As domestic sales continue to slump, China continues to look for new markets abroad and has found them in Southeast Asia. Singapore-based The Straights Times even speaks of cheap Chinese goods that have been flooding Southeast Asia. U.S. tariffs on goods from the country exacerbated the pressure on Chinese producers to find new buyers, as will the newest announcement this Monday that Chinese retail sales growth had slowed and stayed behind expectations in April.
Data from the General Administration of Customs China shows that while the Chinese trade surplus with ASEAN countries was still smaller than China's trade surplus with the U.S., it was growing more rapidly. In Q1 of 2025, it reached $190 billion, more than double the 2021 figure. In comparison, the Chinese trade surplus with the United States reached a high that year at almost $400 billion before falling to $361 billion most recently.

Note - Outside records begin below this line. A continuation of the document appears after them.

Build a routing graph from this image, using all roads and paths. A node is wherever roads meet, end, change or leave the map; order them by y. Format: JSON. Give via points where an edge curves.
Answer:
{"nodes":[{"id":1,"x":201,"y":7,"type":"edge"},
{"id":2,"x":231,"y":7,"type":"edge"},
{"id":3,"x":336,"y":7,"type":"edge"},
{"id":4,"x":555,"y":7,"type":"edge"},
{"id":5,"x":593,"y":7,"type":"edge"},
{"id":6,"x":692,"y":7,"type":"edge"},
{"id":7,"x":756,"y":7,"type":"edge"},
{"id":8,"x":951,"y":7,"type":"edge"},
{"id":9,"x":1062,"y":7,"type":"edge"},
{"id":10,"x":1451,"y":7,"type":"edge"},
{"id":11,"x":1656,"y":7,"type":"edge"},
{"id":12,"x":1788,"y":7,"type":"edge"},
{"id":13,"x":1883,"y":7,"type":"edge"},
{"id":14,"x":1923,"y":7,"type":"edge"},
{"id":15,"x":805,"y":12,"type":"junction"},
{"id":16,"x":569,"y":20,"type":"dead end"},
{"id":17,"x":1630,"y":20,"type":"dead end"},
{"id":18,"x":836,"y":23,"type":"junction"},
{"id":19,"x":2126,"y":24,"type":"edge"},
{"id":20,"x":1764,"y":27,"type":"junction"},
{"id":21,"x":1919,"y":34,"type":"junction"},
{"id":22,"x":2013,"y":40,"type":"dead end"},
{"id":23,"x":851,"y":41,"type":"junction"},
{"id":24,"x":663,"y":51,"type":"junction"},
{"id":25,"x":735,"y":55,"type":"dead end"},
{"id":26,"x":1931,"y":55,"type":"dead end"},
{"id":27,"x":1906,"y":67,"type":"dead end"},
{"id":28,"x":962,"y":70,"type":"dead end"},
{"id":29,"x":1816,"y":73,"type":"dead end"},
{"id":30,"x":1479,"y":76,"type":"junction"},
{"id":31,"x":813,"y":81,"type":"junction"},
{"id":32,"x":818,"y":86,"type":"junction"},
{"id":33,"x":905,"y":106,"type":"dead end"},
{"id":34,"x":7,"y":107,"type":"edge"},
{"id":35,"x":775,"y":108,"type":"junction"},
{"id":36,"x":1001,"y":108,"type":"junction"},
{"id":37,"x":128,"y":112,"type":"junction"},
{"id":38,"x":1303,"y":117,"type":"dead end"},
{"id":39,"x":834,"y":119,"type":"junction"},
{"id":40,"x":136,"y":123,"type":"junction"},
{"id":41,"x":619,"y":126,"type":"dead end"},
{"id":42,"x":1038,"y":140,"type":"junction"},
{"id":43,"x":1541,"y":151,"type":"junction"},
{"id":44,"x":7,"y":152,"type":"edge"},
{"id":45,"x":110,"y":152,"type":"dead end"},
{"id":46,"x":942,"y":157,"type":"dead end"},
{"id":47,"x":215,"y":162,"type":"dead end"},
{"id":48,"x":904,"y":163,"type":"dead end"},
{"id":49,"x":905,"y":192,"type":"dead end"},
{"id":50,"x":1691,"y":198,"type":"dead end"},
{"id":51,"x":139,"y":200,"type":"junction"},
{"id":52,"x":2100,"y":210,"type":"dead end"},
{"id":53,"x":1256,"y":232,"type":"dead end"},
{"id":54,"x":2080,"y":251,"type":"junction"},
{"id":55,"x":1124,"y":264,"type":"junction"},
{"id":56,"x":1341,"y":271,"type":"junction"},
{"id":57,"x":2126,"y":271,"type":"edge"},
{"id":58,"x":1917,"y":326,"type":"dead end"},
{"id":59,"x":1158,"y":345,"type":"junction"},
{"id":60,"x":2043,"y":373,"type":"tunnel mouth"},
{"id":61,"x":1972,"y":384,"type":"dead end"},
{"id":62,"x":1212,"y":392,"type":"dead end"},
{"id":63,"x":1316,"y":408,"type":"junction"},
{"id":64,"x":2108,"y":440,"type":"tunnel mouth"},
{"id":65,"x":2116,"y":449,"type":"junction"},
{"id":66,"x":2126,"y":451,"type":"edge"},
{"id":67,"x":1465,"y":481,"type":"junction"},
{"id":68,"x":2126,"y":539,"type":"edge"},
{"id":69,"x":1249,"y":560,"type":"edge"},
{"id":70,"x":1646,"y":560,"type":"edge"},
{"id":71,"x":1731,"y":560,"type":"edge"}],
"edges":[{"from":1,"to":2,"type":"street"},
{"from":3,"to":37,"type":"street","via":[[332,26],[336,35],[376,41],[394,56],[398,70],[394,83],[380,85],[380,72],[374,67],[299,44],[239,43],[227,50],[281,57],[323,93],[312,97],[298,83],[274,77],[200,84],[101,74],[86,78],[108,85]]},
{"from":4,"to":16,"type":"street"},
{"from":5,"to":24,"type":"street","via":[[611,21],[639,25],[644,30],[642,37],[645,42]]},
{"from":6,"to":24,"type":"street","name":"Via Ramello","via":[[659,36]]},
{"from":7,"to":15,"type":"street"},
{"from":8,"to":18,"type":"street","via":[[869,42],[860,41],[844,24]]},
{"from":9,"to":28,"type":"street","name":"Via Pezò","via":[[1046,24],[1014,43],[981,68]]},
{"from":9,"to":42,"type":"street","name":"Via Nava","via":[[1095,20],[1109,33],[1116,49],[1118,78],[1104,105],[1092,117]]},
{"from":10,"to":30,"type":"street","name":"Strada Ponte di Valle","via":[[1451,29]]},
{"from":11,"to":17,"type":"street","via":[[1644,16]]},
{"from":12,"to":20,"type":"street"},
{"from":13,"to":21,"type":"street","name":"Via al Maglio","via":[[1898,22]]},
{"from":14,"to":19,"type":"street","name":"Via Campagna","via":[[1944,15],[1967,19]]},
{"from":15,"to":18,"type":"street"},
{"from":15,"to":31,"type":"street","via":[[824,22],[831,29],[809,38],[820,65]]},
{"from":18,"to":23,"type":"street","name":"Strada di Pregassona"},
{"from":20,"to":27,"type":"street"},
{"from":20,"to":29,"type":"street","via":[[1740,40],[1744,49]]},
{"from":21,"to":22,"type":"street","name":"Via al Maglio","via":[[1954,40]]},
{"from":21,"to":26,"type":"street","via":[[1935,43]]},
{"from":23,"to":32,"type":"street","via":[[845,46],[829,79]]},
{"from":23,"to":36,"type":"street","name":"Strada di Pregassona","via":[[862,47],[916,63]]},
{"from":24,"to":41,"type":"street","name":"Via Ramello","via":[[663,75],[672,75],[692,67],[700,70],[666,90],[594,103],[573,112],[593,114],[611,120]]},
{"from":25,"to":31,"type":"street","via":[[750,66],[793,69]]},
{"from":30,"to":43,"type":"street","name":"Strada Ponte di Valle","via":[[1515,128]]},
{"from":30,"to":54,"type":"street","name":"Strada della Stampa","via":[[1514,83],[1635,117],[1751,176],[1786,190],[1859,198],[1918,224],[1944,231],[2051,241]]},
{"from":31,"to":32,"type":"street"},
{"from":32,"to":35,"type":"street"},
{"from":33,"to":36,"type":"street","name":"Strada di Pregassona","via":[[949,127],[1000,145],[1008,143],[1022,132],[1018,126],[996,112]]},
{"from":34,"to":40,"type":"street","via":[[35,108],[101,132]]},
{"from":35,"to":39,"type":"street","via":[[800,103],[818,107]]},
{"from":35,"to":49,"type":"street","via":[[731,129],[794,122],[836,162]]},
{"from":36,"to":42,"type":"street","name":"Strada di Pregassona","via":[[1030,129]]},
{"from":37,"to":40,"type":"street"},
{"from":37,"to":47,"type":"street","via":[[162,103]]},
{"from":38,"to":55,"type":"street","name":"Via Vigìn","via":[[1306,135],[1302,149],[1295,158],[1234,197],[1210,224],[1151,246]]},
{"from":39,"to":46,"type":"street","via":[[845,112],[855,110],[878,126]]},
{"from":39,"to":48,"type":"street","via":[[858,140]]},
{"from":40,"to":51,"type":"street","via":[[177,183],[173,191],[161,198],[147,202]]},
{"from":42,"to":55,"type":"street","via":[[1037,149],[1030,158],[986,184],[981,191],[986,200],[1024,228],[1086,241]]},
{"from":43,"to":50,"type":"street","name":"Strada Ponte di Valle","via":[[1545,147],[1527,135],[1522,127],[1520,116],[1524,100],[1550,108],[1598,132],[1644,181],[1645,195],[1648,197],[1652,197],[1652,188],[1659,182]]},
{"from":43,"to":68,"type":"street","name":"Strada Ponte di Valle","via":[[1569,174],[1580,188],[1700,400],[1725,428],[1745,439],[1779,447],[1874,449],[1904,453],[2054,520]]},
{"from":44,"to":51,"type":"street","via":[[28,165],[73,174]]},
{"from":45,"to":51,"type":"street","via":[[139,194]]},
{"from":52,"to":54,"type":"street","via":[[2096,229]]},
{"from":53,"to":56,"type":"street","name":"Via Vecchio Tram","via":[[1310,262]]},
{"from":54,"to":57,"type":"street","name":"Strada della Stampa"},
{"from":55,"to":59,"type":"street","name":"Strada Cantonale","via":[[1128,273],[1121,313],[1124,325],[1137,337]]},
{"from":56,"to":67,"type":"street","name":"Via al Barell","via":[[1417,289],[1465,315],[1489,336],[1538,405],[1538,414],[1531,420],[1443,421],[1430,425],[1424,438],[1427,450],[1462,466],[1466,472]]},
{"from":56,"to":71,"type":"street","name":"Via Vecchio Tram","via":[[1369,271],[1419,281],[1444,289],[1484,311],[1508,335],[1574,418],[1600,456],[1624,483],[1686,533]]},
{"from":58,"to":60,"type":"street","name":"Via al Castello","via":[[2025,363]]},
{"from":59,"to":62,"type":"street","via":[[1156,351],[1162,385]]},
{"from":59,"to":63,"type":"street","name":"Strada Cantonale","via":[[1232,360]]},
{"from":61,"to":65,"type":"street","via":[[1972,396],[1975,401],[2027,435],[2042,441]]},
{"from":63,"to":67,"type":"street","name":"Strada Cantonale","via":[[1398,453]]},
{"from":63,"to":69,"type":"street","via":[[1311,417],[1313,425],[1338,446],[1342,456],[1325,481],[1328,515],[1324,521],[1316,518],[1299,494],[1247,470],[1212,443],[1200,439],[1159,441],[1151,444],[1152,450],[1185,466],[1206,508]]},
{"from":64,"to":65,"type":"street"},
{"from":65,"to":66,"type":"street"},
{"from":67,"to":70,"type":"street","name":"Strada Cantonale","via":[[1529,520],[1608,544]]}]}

Sources interviewed by The Straits Times said that due to the tariffs that were in place for Chinese exports to the U.S. for several weeks, Chinese producers saw goods pile up and tried to unload them at reduced prices in neighboring regions, selling them directly and at a discount on international Chinese e-commerce platforms, for example Taobao. The report also states that garment industries in Indonesia were affected, resulting in layoffs, due to an oversupply of Chinese textiles. In Thailand, ceramics and handicrafts were hit, while in Japan, it was electric cars due to China's new export prowess in the sector.